- Born: October 12, 1910 Spokane, Washington, US
- Died: October 12, 2013 (aged 103) Moscow, Idaho, US
- Resting place: First Presbyterian Church Columbarium, Moscow, Idaho
- Education: University of Idaho (B.S., M.S.); University of Minnesota (Ph.D.);
- Known for: Teflon (production)
- Spouse: Carol J. Campbell Renfrew (m. 1938–2010, her death)
- Awards: ACS Chemical Health & Safety Award
- Scientific career
- Fields: Chemistry
- Workplaces: University of Idaho
- Doctoral advisor: George Glockler

= Malcolm Renfrew =

Malcolm MacKenzie Renfrew (October 12, 1910 – October 12, 2013) was an American polymer chemist, inventor, and professor emeritus at the University of Idaho in Moscow, Idaho. Renfrew Hall, the university's chemistry building, was named for him in 1985.

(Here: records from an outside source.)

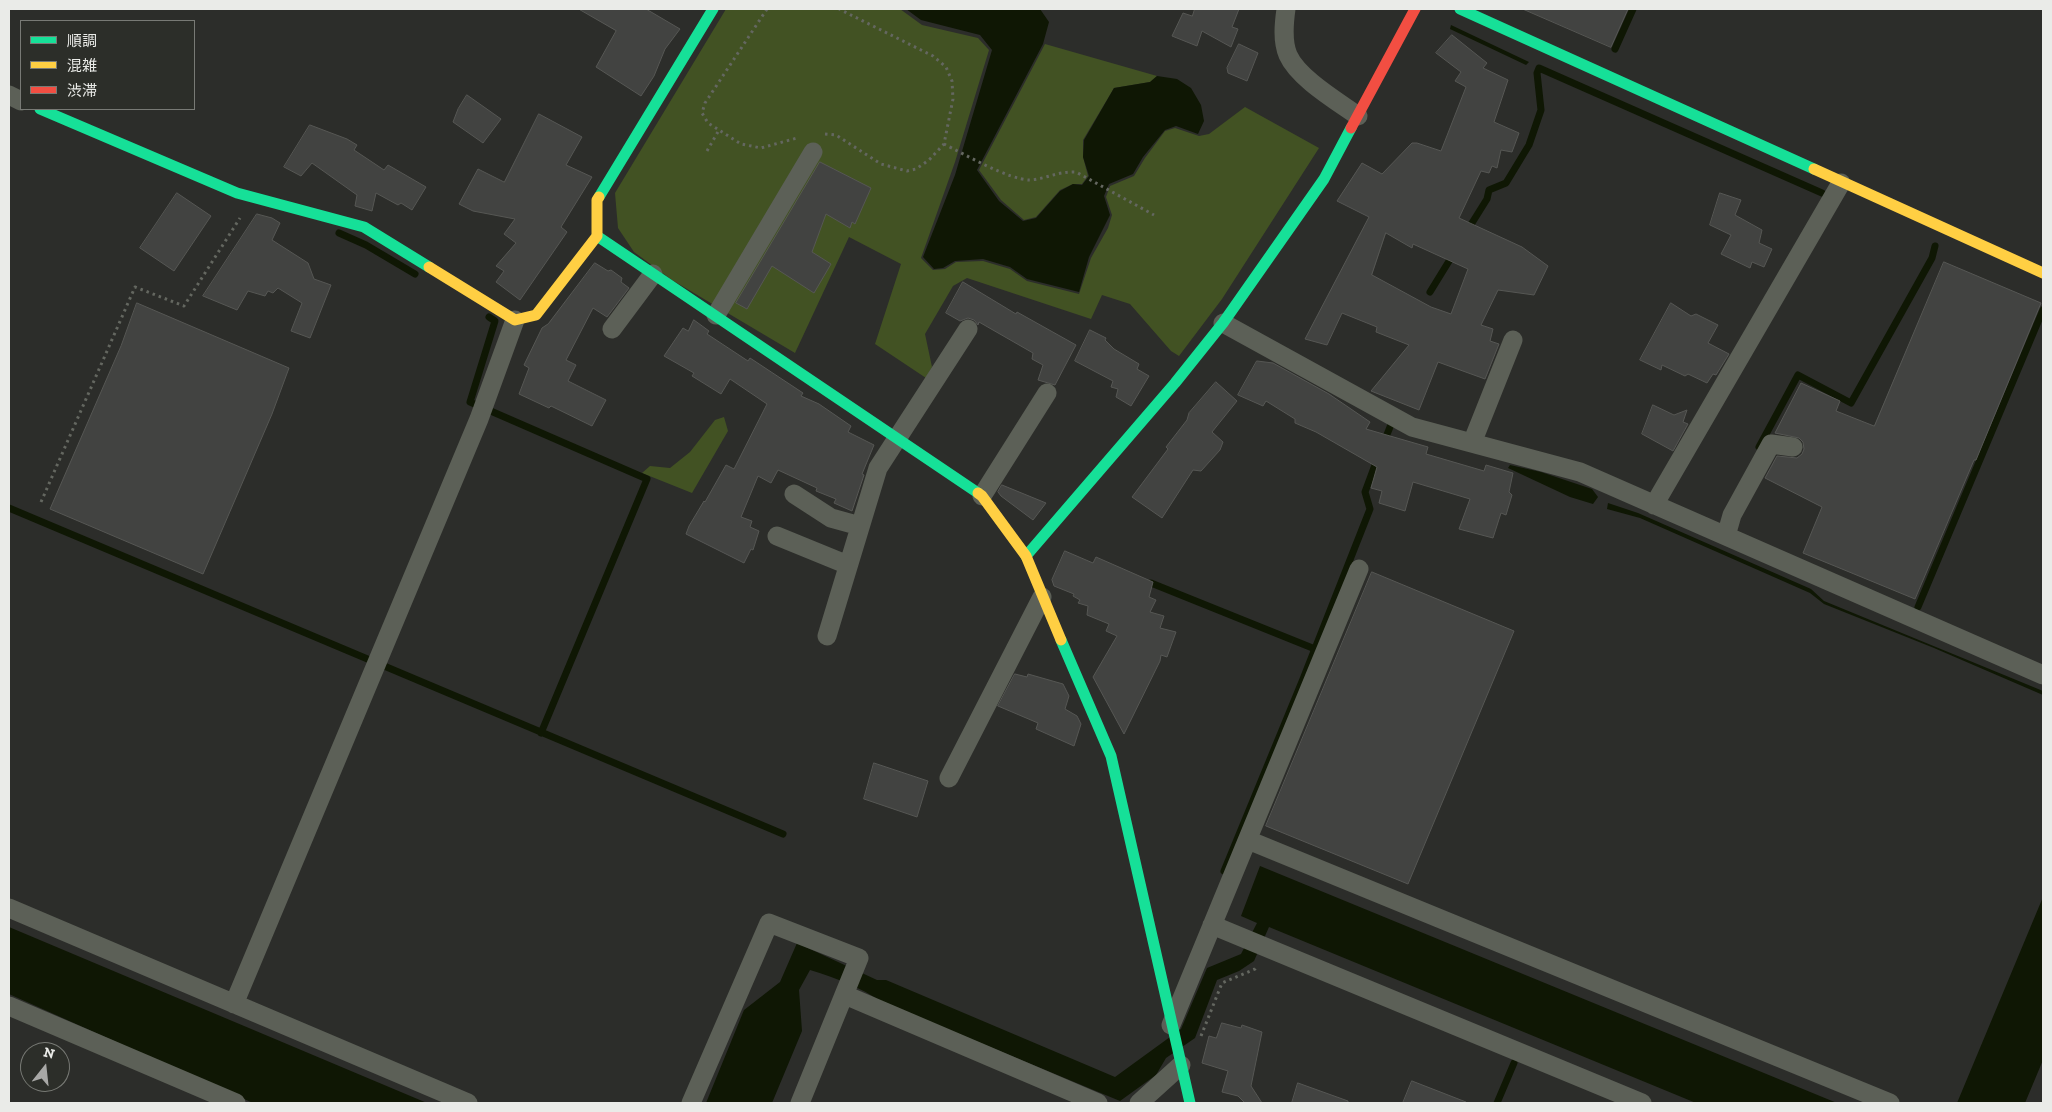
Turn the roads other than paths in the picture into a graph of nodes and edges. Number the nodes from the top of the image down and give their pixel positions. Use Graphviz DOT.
graph roads {
  1 [pos="713,9"];
  2 [pos="1286,9"];
  3 [pos="1415,9"];
  4 [pos="1460,9"];
  5 [pos="42,110"];
  6 [pos="1358,116"];
  7 [pos="813,152"];
  8 [pos="1841,183"];
  9 [pos="597,236"];
  10 [pos="2043,273"];
  11 [pos="653,274"];
  12 [pos="716,316"];
  13 [pos="516,320"];
  14 [pos="1223,323"];
  15 [pos="612,329"];
  16 [pos="968,329"];
  17 [pos="1513,340"];
  18 [pos="1047,393"];
  19 [pos="896,438"];
  20 [pos="1472,443"];
  21 [pos="1793,447"];
  22 [pos="794,494"];
  23 [pos="982,496"];
  24 [pos="1654,505"];
  25 [pos="860,526"];
  26 [pos="776,536"];
  27 [pos="1726,536"];
  28 [pos="1026,556"];
  29 [pos="848,566"];
  30 [pos="1359,569"];
  31 [pos="1042,597"];
  32 [pos="827,636"];
  33 [pos="2043,675"];
  34 [pos="949,778"];
  35 [pos="1248,840"];
  36 [pos="9,908"];
  37 [pos="1212,925"];
  38 [pos="845,995"];
  39 [pos="234,1004"];
  40 [pos="9,1006"];
  41 [pos="1171,1026"];
  42 [pos="1180,1065"];
  43 [pos="236,1103"];
  44 [pos="468,1103"];
  45 [pos="691,1103"];
  46 [pos="800,1103"];
  47 [pos="1098,1103"];
  48 [pos="1139,1103"];
  49 [pos="1190,1103"];
  50 [pos="1642,1103"];
  51 [pos="1890,1103"];
  1 -- 9 [label="street"];
  2 -- 6 [label="street"];
  3 -- 6 [label="street"];
  4 -- 8 [label="street"];
  5 -- 13 [label="street"];
  6 -- 14 [label="street"];
  7 -- 12 [label="street"];
  8 -- 10 [label="street"];
  8 -- 24 [label="street"];
  9 -- 11 [label="street"];
  9 -- 13 [label="street"];
  11 -- 12 [label="street"];
  11 -- 15 [label="street"];
  12 -- 19 [label="street"];
  13 -- 39 [label="street"];
  14 -- 20 [label="street"];
  14 -- 28 [label="street"];
  16 -- 19 [label="street"];
  17 -- 20 [label="street"];
  18 -- 23 [label="street"];
  19 -- 23 [label="street"];
  19 -- 25 [label="street"];
  20 -- 24 [label="street"];
  21 -- 27 [label="street"];
  22 -- 25 [label="street"];
  23 -- 28 [label="street"];
  24 -- 27 [label="street"];
  25 -- 29 [label="street"];
  26 -- 29 [label="street"];
  27 -- 33 [label="street"];
  28 -- 31 [label="street"];
  29 -- 32 [label="street"];
  30 -- 35 [label="street"];
  31 -- 34 [label="street"];
  31 -- 41 [label="street"];
  35 -- 37 [label="street"];
  35 -- 51 [label="street"];
  36 -- 39 [label="street"];
  37 -- 41 [label="street"];
  37 -- 50 [label="street"];
  38 -- 45 [label="street"];
  38 -- 46 [label="street"];
  38 -- 47 [label="street"];
  39 -- 44 [label="street"];
  40 -- 43 [label="street"];
  41 -- 42 [label="street"];
  42 -- 48 [label="street"];
  42 -- 49 [label="street"];
}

Renfrew is noted for his contribution to the development of Teflon, including the first paper on the subject. In 1946 he spoke on behalf of DuPont at the American Chemical Society (ACS) meeting at which Teflon was announced.

==Early life==
Born in Spokane, Washington, Renfrew was the elder of two sons of Earl and Elsie MacKenzie Renfrew. Earl was an accountant and the family later moved to the Palouse at Colfax, and then across the Idaho border to nearby Potlatch in 1923.

Renfrew graduated from Potlatch High School in 1928 and attended the University of Idaho in nearby Moscow, where he joined the Phi Gamma Delta fraternity and wrote for The Argonaut, the student newspaper. Originally interested in journalism, he switched his major to chemistry and graduated with a B.S. in 1932 and an M.S. in 1934. He then traveled to the Midwest to continue his studies and earned a Ph.D. from the University of Minnesota in Minneapolis in 1938.

==Career==
After gaining his doctorate, Renfrew worked for DuPont in New Jersey, where he produced a number of patents on polymethyl methacrylate, including one on photopolymerization, material for tooth repair, as well as epoxy resins and the first method of synthesis of poly(tetrafluoroethylene) in a form which was suitable for the commercial production of Teflon. It had been accidentally invented in 1938 by DuPont chemist Roy Plunkett, as a by-product of chlorofluorocarbon refrigerant research.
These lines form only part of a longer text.